In marketing, a call to action (CTA) is an instruction to the audience to provoke an immediate response, usually using an imperative verb such as "call now", "find out more" or "visit a store today".

A CTA can be a simple non-demanding request like "choose a colour" or "watch this video", or a much more demanding request. An obvious CTA would be requesting the audience to purchase a product or provide personal details and contact information.

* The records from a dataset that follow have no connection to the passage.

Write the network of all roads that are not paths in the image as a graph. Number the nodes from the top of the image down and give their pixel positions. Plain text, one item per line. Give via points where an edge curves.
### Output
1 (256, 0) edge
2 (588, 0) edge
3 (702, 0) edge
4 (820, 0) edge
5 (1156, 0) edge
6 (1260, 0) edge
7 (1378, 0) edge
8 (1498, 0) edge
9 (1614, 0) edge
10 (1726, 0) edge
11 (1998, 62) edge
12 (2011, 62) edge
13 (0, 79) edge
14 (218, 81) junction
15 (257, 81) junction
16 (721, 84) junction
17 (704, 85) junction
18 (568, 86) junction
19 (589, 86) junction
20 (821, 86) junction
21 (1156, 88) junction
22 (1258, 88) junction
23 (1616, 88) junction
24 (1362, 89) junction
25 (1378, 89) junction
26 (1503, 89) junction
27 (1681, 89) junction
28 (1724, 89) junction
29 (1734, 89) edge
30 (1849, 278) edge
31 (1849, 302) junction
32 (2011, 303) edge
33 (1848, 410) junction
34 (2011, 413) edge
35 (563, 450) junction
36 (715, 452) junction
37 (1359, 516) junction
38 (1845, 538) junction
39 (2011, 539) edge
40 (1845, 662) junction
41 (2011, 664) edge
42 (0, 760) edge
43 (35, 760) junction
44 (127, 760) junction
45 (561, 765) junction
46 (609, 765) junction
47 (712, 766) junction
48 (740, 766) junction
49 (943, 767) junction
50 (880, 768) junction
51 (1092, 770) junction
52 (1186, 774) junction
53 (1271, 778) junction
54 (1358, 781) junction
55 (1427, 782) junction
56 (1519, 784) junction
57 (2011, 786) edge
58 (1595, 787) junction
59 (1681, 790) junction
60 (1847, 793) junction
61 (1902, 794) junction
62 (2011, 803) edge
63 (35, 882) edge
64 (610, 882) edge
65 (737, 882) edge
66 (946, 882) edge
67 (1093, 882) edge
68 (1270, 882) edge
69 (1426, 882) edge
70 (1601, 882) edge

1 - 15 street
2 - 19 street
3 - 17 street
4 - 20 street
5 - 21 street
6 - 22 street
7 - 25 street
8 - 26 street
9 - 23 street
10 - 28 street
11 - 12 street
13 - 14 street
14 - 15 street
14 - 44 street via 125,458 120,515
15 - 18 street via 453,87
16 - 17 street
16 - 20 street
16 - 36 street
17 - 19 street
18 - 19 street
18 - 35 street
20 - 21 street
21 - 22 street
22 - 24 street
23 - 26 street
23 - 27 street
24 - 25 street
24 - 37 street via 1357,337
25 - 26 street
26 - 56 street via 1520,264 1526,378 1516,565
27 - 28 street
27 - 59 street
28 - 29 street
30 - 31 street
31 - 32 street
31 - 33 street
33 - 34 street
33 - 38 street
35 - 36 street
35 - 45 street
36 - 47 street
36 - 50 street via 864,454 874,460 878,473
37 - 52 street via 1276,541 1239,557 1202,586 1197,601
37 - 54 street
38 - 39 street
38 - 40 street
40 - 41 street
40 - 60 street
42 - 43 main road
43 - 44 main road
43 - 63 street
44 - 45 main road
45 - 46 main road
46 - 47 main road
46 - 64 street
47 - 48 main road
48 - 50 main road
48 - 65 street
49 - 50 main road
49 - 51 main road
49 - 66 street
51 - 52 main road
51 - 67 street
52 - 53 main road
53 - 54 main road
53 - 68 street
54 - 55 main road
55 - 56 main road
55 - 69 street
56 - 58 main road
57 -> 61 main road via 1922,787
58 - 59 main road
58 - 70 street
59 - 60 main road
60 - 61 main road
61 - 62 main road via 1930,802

Clever marketing strategies often combine a series of small CTAs. These smaller CTAs create a pattern of behaviour that makes it easy for the audience to follow-through with just one last CTA, completing a more demanding request, had it been asked without context. An example could be the purchase of a designer torch. The website might request the user choose a style, then a colour, a size and even a personalised engraving. When the user gets to see their personalised one-of-a-kind product, they are more likely to feel inclined to buy it as it rotates in full 3D rendered colour on their computer monitor or tablet.

On websites

In web design, a CTA is a banner, button, or some type of graphic or text on a website meant to prompt a user to click it and continue down a conversion funnel. It is an essential part of inbound marketing as well as permission marketing in that it actively strives to convert a user into a lead and later into a customer. The main goal of a CTA is a click, or a scan in the case of a qr code, and its success can be measured via a conversion rate formula that calculates the number of clicks over the times the CTA was seen. Another way to test the effectiveness of a CTA is using A/B testing where several graphics are presented to users and the graphic with highest success rate becomes the default.